A dicembre un articolo del Guardian titolava: «fate tutto il possibile per procurarvi un biglietto». Detto, fatto: due biglietti per le tre serate di apertura del breve tour europeo dell’artista di Detroit. La location prescelta è Parigi che, per l’occasione, ospita a pochi passi dalla venue il pop-up shop della Third Man Records, minuscolo paradiso con t shirt, dischi e gadget vari dell’etichetta fondata da White.
Il Trianon è una meraviglia di marmi e specchi di fine 800, da tempo dedicato anche ad eventi di questo tipo. Accessi veloci, acustica impeccabile, capienza sufficientemente raccolta per accogliere quattro ceffi che aggrediscono il palco con una breve e devastante jam di apertura che prepara da subito il pubblico al menu della serata, e cioè quella che è attualmente la più credibile e potente declinazione del rock’n’roll, che nelle mani di White è figlio del blues e padre del punk.
Neanche un secondo di pausa e ci si tuffa in Old Scratch Blues e That’s How I’m Feeling (entrambe dall’ultimo, splendido, tellurico No Name). Si prosegue con Black Math, inframezzata da una strofa di The Passenger di Iggy, a testimonianza di un legame indissolubile con la città di origine (ben due i brani degli Stooges nella selezione pre concerto e sicuramente non è un caso).
Vale la pena citare una versione di Outlaw Blues di Bob Dylan, che ne mostra invece la versatilità e l’assoluta padronanza anche su quel versante, o i momenti nei quali il suono si fa più scuro e cupo, tipo durante I Cut Like A Buffalo dei Dead Weather (nella seconda serata) o, ancora, quando riprende
Dead Leaves And The Dirty Ground che rimane, per chi scrive, l’apice della prima: la desolazione che era dei soli Jack e Meg, si arricchisce qui di una carica altrimenti sconosciuta.
La velocità con la quale White passa da una celebrazione della sua variegata carriera attraverso White Stripes, Raconteurs e Dead Weather – con una band che sa esattamente come dare nuova vita a quei brani – raccontano di un concerto dove ogni mossa sembra sottolineare anzitutto l’inossidabile passione per un genere che, nonostante abbia da tempo visto affievolirsi la sua centralità nell’ambito della popular music, riesce tuttavia a trovare, in esibizioni come questa, un potente promemoria della sua forza primordiale.

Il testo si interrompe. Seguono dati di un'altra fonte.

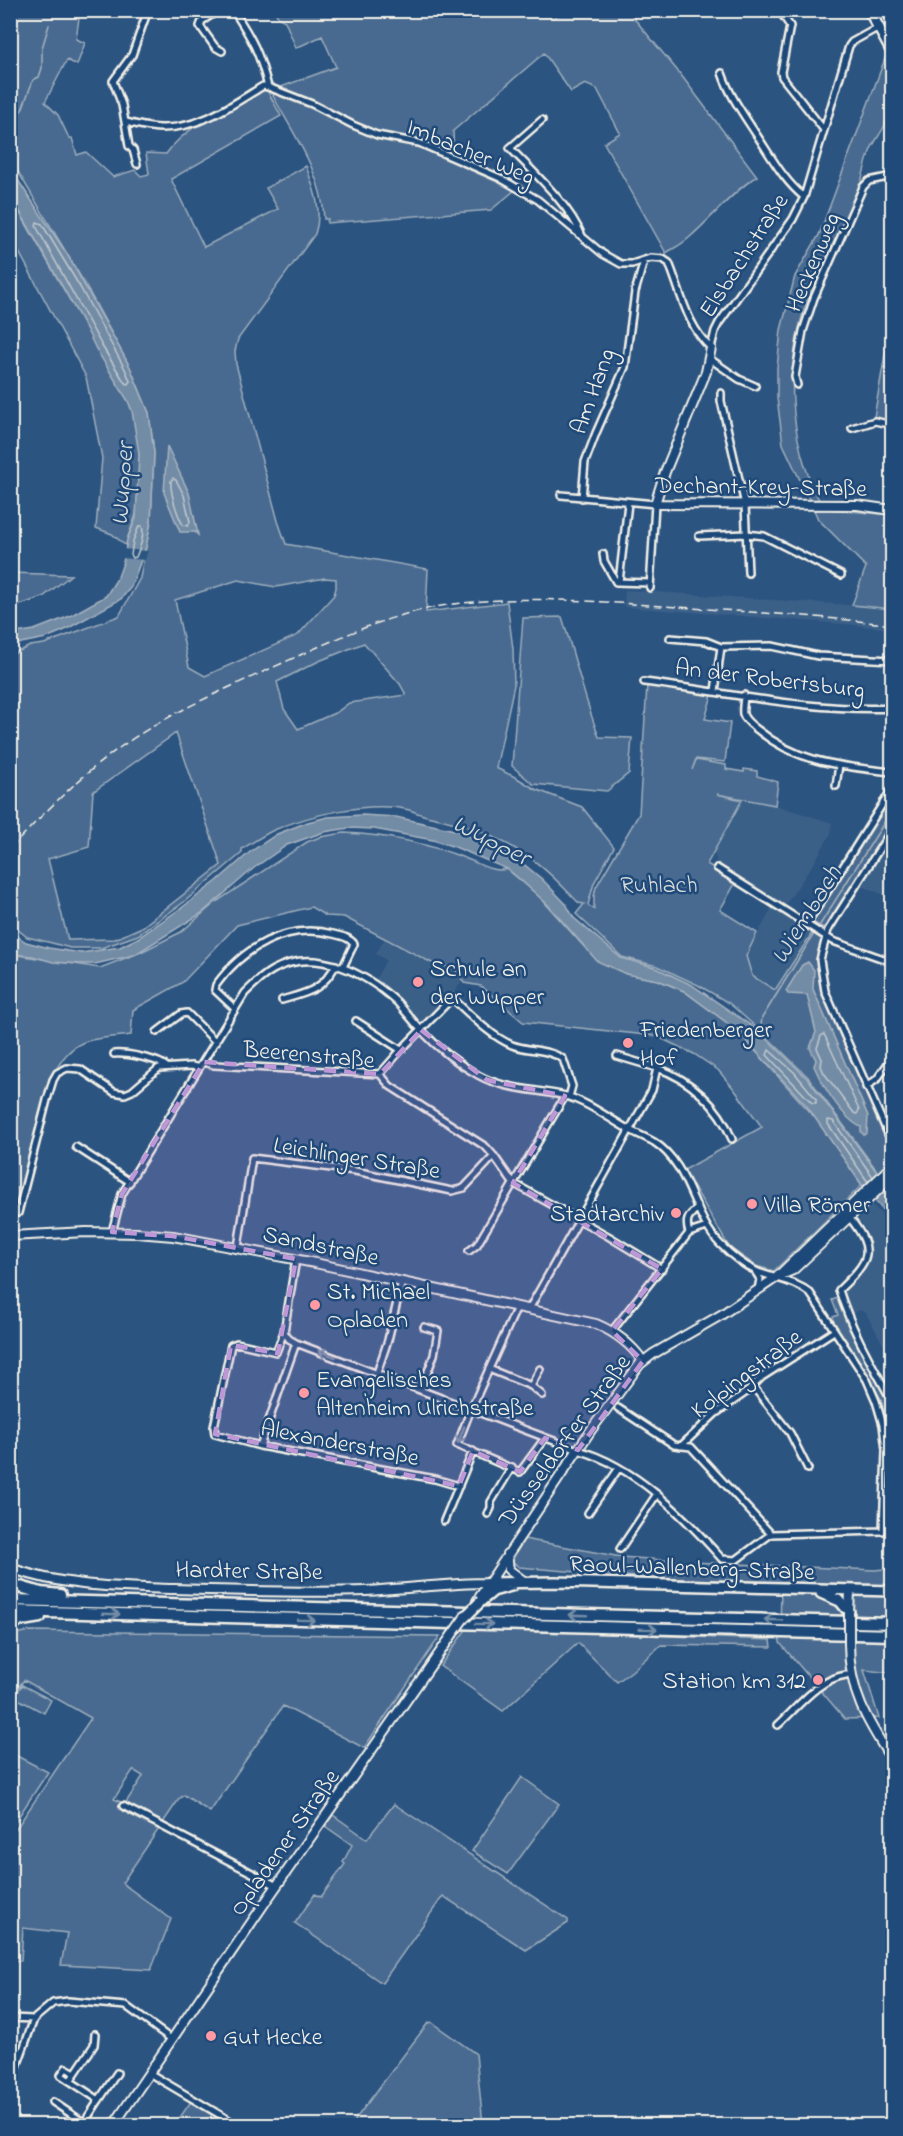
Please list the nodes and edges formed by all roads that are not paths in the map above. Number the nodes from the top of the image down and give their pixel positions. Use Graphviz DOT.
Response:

Concerto che si chiude con il prevedibile trionfo che accompagna Seven Nation Army (la canzone che canticchia anche chi non sa chi sia White) e con la certezza che il pubblico presente – anche quello più smaliziato e avanti con gli anni – difficilmente dimenticherà questo tour de force di energia grezza e ininterrotta, carisma, virtuosismo mai fine a se stesso e devozione alle radici più ruspanti ed autentiche di quello che qualcuno ancora si affanna a chiamare rock’n’roll.